◆ Task details ◆
A faithful copy of all the data is required; pictures should not be included.

[[ Records for processing, beginning ]]

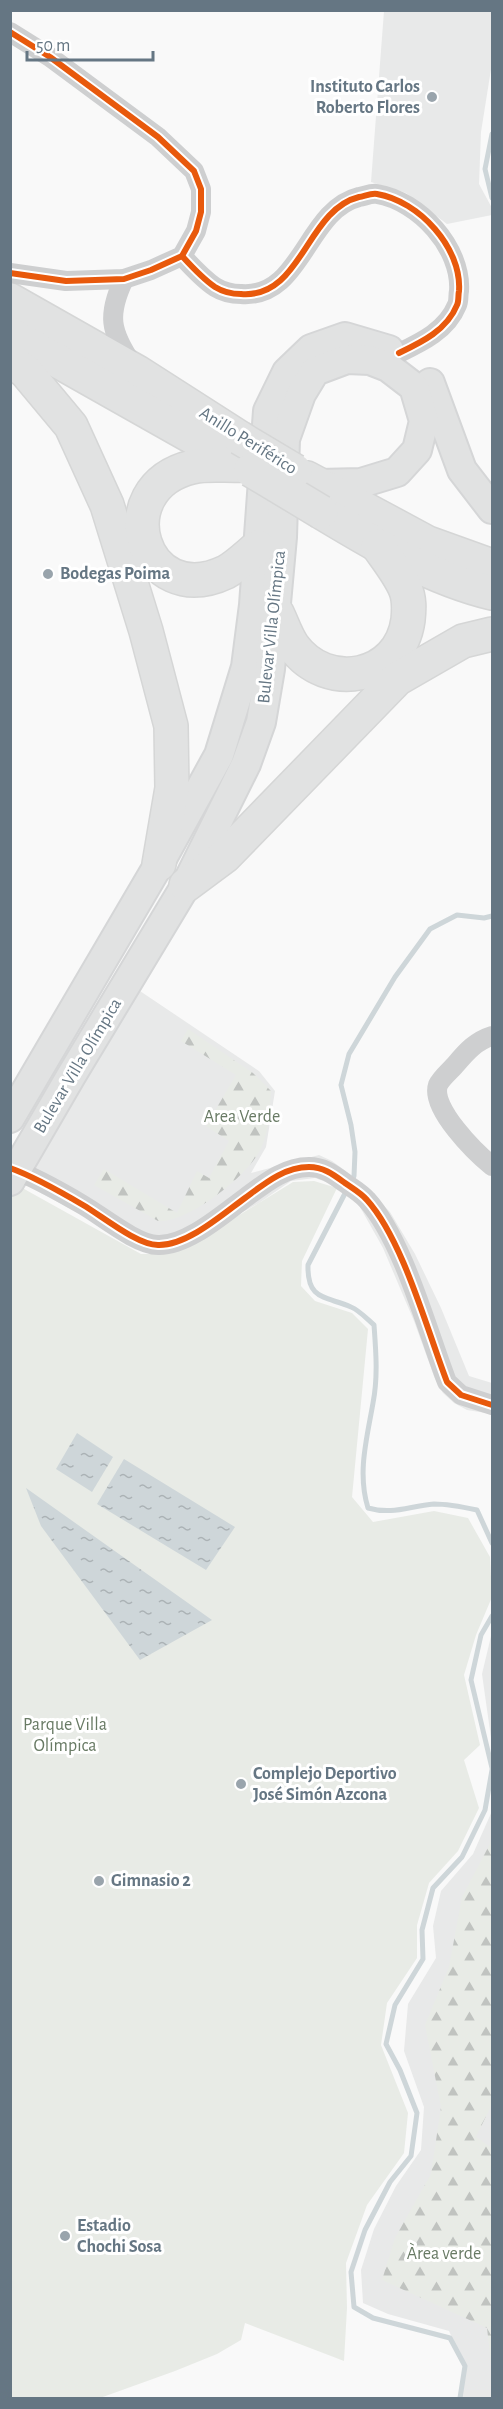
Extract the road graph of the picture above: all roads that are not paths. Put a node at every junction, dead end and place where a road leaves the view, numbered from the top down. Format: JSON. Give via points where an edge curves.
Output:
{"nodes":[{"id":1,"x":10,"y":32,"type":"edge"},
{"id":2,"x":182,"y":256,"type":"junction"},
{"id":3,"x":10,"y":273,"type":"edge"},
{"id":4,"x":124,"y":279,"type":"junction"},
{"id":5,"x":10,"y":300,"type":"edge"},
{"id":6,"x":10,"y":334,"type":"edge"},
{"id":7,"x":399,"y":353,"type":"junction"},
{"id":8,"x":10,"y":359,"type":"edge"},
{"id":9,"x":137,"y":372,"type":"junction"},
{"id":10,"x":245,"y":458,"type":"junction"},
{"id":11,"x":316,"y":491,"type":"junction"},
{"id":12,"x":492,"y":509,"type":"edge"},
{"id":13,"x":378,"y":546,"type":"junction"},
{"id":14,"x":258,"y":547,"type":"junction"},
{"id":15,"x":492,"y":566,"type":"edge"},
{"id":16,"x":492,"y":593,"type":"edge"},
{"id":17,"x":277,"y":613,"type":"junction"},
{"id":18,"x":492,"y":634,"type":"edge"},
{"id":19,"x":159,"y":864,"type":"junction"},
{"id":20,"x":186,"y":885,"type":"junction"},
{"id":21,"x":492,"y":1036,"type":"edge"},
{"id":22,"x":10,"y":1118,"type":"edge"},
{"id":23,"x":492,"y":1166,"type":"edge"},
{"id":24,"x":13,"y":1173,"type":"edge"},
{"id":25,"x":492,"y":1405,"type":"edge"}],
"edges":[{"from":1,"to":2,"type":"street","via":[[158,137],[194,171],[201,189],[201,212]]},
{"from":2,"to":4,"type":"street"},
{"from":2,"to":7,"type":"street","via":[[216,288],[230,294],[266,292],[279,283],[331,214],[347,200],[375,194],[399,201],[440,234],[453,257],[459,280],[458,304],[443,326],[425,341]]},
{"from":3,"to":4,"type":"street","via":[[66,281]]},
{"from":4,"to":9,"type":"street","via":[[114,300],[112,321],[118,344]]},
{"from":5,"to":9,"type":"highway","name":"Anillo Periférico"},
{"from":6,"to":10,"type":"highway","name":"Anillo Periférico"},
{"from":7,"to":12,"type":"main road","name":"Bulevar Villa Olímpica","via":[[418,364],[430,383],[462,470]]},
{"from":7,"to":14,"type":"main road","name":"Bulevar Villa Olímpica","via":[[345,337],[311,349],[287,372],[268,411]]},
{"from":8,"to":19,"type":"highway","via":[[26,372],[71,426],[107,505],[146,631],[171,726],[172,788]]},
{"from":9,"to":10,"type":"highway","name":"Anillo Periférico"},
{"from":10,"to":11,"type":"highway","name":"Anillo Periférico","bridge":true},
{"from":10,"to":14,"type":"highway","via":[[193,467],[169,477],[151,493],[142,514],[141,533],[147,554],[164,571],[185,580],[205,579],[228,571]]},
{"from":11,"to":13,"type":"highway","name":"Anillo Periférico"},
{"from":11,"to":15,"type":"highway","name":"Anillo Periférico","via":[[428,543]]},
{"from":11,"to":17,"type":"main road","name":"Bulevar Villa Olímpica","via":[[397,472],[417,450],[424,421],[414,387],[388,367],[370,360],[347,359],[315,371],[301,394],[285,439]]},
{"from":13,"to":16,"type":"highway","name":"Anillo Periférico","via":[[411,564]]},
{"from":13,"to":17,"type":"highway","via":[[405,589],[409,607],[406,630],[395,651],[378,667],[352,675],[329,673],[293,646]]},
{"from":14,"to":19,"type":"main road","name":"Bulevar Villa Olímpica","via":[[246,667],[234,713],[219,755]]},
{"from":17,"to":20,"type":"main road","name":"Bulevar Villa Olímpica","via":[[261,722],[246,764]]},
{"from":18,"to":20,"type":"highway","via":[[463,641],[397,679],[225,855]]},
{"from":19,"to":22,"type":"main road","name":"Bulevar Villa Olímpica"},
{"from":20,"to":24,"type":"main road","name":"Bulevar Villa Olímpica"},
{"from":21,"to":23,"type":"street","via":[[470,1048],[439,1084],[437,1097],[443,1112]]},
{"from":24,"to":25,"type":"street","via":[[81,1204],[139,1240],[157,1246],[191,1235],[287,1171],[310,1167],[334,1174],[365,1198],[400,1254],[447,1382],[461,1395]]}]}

[[ Records for processing, end ]]

◆ Solution to this task ◆
Extract the road graph of the picture above: all roads that are not paths. Put a node at every junction, dead end and place where a road leaves the view, numbered from the top down. Format: JSON. Give via points where an edge curves.
Output:
{"nodes":[{"id":1,"x":10,"y":32,"type":"edge"},
{"id":2,"x":182,"y":256,"type":"junction"},
{"id":3,"x":10,"y":273,"type":"edge"},
{"id":4,"x":124,"y":279,"type":"junction"},
{"id":5,"x":10,"y":300,"type":"edge"},
{"id":6,"x":10,"y":334,"type":"edge"},
{"id":7,"x":399,"y":353,"type":"junction"},
{"id":8,"x":10,"y":359,"type":"edge"},
{"id":9,"x":137,"y":372,"type":"junction"},
{"id":10,"x":245,"y":458,"type":"junction"},
{"id":11,"x":316,"y":491,"type":"junction"},
{"id":12,"x":492,"y":509,"type":"edge"},
{"id":13,"x":378,"y":546,"type":"junction"},
{"id":14,"x":258,"y":547,"type":"junction"},
{"id":15,"x":492,"y":566,"type":"edge"},
{"id":16,"x":492,"y":593,"type":"edge"},
{"id":17,"x":277,"y":613,"type":"junction"},
{"id":18,"x":492,"y":634,"type":"edge"},
{"id":19,"x":159,"y":864,"type":"junction"},
{"id":20,"x":186,"y":885,"type":"junction"},
{"id":21,"x":492,"y":1036,"type":"edge"},
{"id":22,"x":10,"y":1118,"type":"edge"},
{"id":23,"x":492,"y":1166,"type":"edge"},
{"id":24,"x":13,"y":1173,"type":"edge"},
{"id":25,"x":492,"y":1405,"type":"edge"}],
"edges":[{"from":1,"to":2,"type":"street","via":[[158,137],[194,171],[201,189],[201,212]]},
{"from":2,"to":4,"type":"street"},
{"from":2,"to":7,"type":"street","via":[[216,288],[230,294],[266,292],[279,283],[331,214],[347,200],[375,194],[399,201],[440,234],[453,257],[459,280],[458,304],[443,326],[425,341]]},
{"from":3,"to":4,"type":"street","via":[[66,281]]},
{"from":4,"to":9,"type":"street","via":[[114,300],[112,321],[118,344]]},
{"from":5,"to":9,"type":"highway","name":"Anillo Periférico"},
{"from":6,"to":10,"type":"highway","name":"Anillo Periférico"},
{"from":7,"to":12,"type":"main road","name":"Bulevar Villa Olímpica","via":[[418,364],[430,383],[462,470]]},
{"from":7,"to":14,"type":"main road","name":"Bulevar Villa Olímpica","via":[[345,337],[311,349],[287,372],[268,411]]},
{"from":8,"to":19,"type":"highway","via":[[26,372],[71,426],[107,505],[146,631],[171,726],[172,788]]},
{"from":9,"to":10,"type":"highway","name":"Anillo Periférico"},
{"from":10,"to":11,"type":"highway","name":"Anillo Periférico","bridge":true},
{"from":10,"to":14,"type":"highway","via":[[193,467],[169,477],[151,493],[142,514],[141,533],[147,554],[164,571],[185,580],[205,579],[228,571]]},
{"from":11,"to":13,"type":"highway","name":"Anillo Periférico"},
{"from":11,"to":15,"type":"highway","name":"Anillo Periférico","via":[[428,543]]},
{"from":11,"to":17,"type":"main road","name":"Bulevar Villa Olímpica","via":[[397,472],[417,450],[424,421],[414,387],[388,367],[370,360],[347,359],[315,371],[301,394],[285,439]]},
{"from":13,"to":16,"type":"highway","name":"Anillo Periférico","via":[[411,564]]},
{"from":13,"to":17,"type":"highway","via":[[405,589],[409,607],[406,630],[395,651],[378,667],[352,675],[329,673],[293,646]]},
{"from":14,"to":19,"type":"main road","name":"Bulevar Villa Olímpica","via":[[246,667],[234,713],[219,755]]},
{"from":17,"to":20,"type":"main road","name":"Bulevar Villa Olímpica","via":[[261,722],[246,764]]},
{"from":18,"to":20,"type":"highway","via":[[463,641],[397,679],[225,855]]},
{"from":19,"to":22,"type":"main road","name":"Bulevar Villa Olímpica"},
{"from":20,"to":24,"type":"main road","name":"Bulevar Villa Olímpica"},
{"from":21,"to":23,"type":"street","via":[[470,1048],[439,1084],[437,1097],[443,1112]]},
{"from":24,"to":25,"type":"street","via":[[81,1204],[139,1240],[157,1246],[191,1235],[287,1171],[310,1167],[334,1174],[365,1198],[400,1254],[447,1382],[461,1395]]}]}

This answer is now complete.